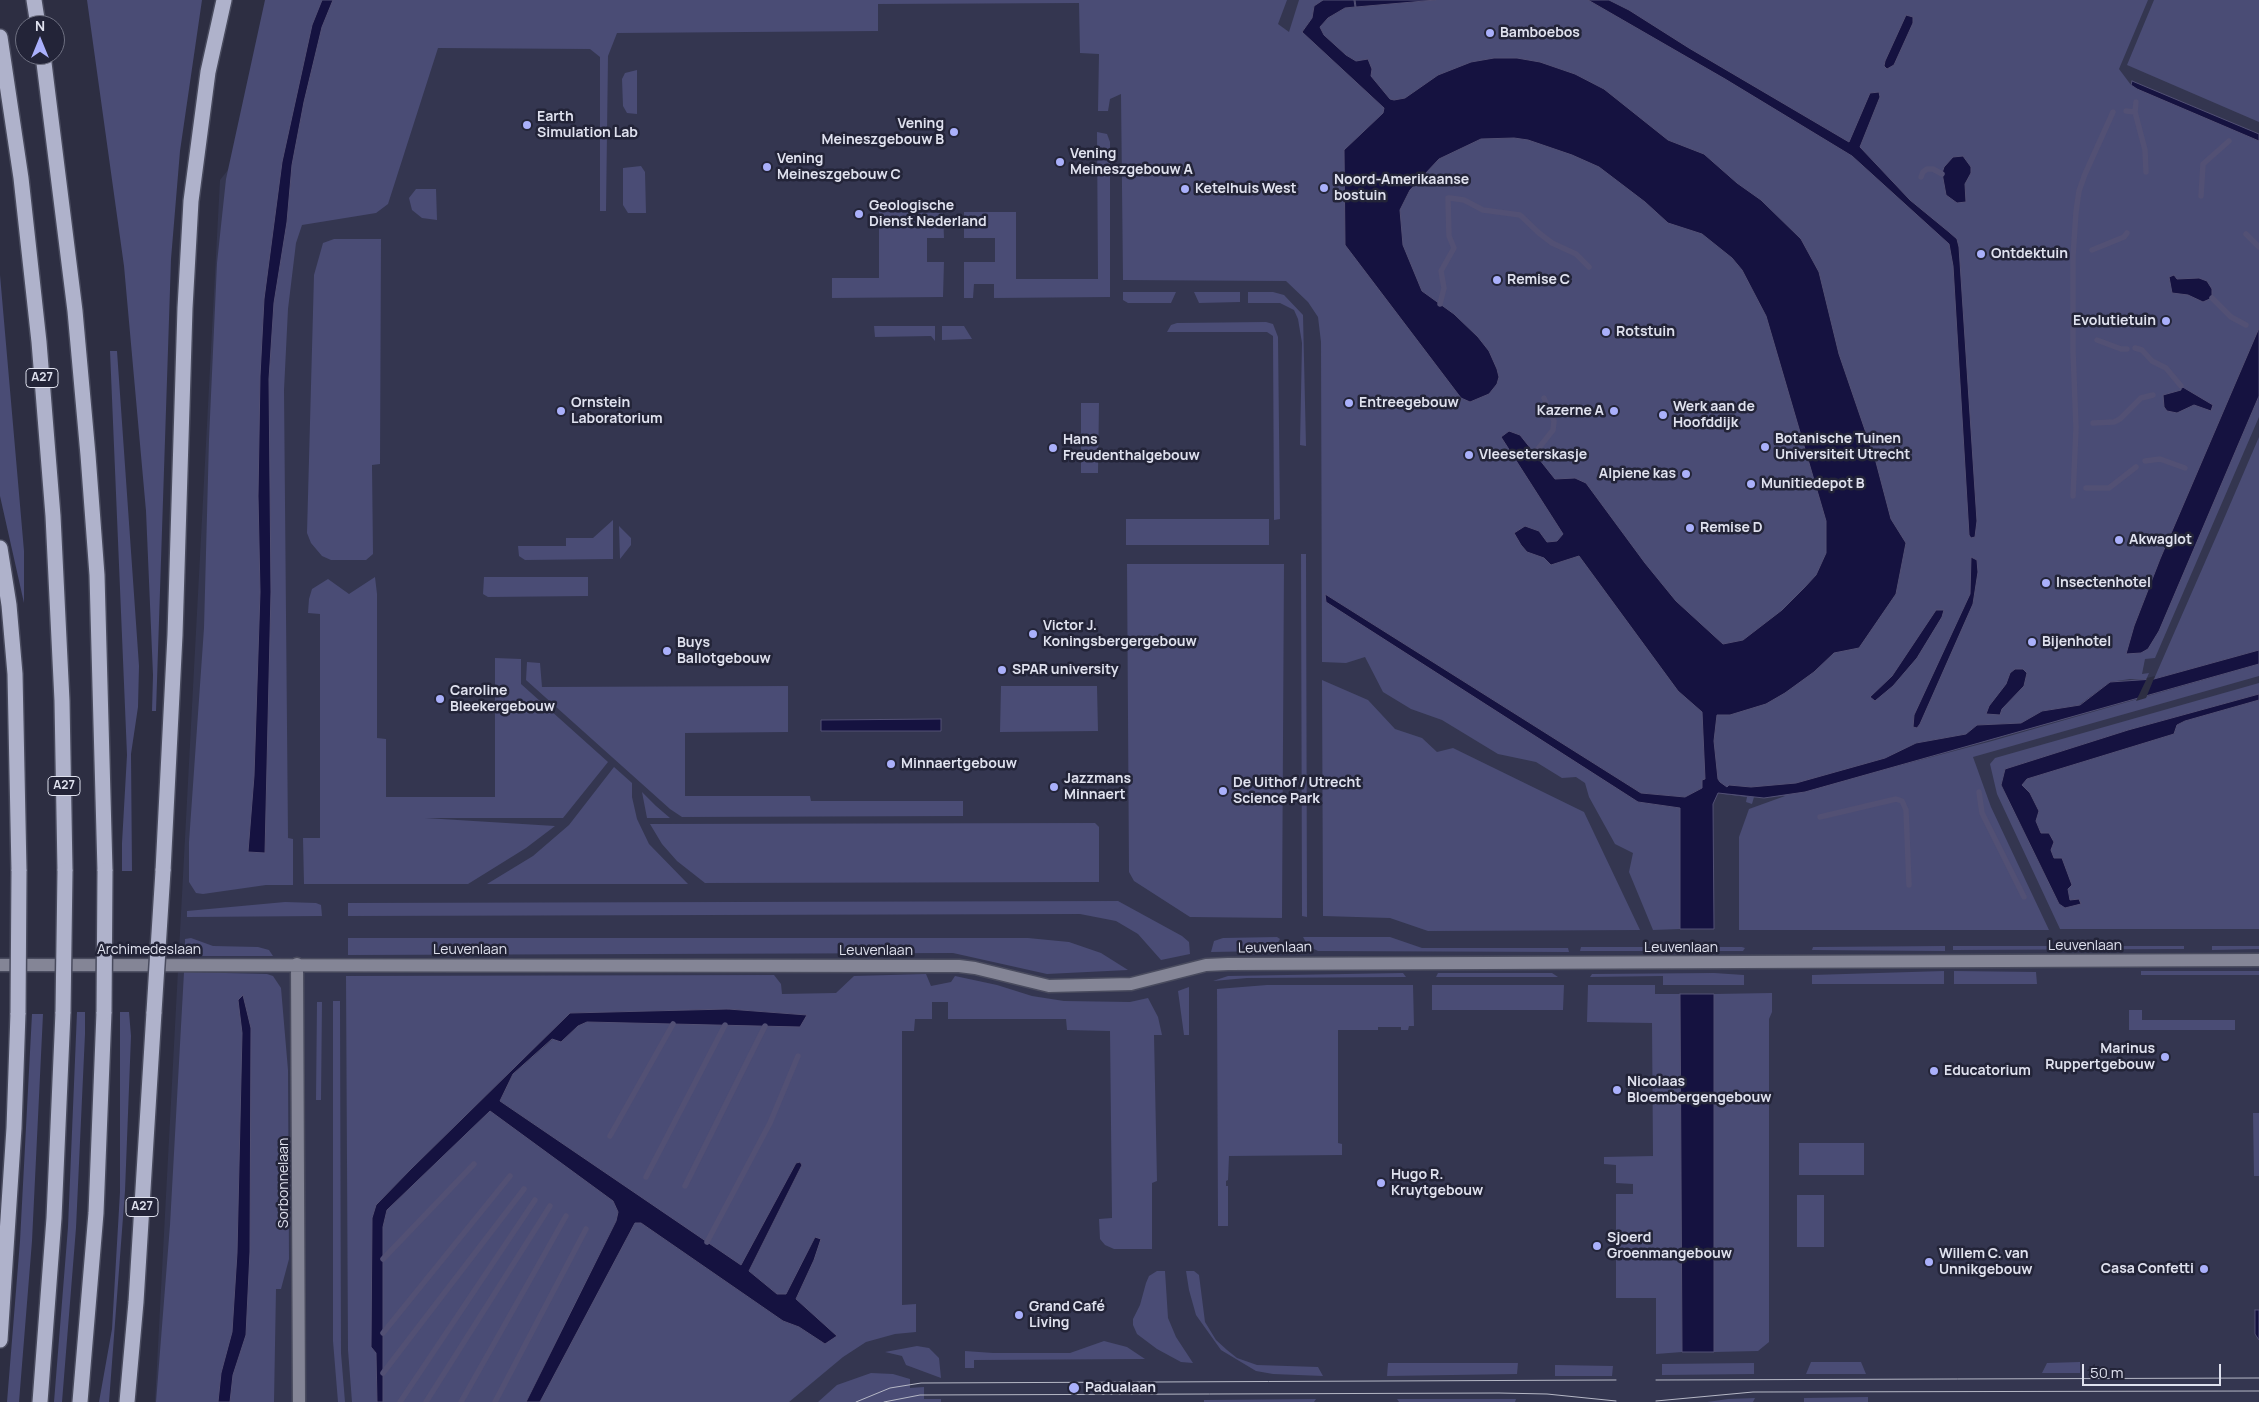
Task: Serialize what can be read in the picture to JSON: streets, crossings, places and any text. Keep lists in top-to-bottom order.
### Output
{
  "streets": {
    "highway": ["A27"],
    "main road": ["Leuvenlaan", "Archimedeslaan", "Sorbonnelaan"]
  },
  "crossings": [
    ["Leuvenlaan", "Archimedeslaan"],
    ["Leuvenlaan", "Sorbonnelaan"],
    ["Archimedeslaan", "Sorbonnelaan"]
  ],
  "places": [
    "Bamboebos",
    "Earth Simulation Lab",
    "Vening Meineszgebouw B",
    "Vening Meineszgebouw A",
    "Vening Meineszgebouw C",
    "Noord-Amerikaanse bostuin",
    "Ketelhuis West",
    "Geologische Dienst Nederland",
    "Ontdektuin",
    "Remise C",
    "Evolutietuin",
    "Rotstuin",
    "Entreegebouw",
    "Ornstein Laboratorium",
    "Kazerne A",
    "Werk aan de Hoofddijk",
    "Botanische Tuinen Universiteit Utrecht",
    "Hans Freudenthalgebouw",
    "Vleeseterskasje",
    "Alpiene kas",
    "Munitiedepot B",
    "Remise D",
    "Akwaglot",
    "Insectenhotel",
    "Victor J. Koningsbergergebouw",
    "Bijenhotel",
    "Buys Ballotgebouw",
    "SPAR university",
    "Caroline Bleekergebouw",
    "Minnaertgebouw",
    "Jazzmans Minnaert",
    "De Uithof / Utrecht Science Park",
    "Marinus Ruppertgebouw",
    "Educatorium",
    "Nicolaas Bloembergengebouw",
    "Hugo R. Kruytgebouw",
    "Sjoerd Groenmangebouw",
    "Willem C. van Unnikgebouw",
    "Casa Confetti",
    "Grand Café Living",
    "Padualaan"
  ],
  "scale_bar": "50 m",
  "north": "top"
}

════════

## WORK ORDER
If a line in the listing holds the word "crossings", copy it out.

## SOLUTION FOR THIS EXERCISE
Task: Serialize what can be read in the picture to JSON: streets, crossings, places and any text. Keep lists in top-to-bottom order.
  "crossings": [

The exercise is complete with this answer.